*** Information given ***

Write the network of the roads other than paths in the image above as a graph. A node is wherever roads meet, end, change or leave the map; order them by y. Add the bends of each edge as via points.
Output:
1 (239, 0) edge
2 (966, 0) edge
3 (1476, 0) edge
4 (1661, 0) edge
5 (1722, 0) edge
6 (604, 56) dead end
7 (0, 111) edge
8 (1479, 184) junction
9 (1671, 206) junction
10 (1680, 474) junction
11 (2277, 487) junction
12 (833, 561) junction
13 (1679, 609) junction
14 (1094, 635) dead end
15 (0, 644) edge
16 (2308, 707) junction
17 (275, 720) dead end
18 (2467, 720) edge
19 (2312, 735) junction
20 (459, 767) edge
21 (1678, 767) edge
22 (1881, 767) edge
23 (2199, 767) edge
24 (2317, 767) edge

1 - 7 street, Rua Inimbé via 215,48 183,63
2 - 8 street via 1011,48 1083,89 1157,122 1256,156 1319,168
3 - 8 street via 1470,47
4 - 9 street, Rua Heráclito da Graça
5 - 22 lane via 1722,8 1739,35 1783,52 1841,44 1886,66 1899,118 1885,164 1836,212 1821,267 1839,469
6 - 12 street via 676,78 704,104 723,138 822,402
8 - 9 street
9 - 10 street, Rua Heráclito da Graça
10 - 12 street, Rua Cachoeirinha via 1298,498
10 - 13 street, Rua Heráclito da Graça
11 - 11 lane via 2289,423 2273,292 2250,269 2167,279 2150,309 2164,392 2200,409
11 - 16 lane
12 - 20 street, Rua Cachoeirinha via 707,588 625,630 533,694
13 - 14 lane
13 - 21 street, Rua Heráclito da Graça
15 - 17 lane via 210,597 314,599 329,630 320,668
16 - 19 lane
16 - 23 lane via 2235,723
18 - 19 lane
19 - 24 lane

*** End of Information given ***

#### What is needed:
Where the word "Heráclito" appears in a line of the entries, copy that line.

#### Response to the exercise:
4 - 9 street, Rua Heráclito da Graça
9 - 10 street, Rua Heráclito da Graça
10 - 13 street, Rua Heráclito da Graça
13 - 21 street, Rua Heráclito da Graça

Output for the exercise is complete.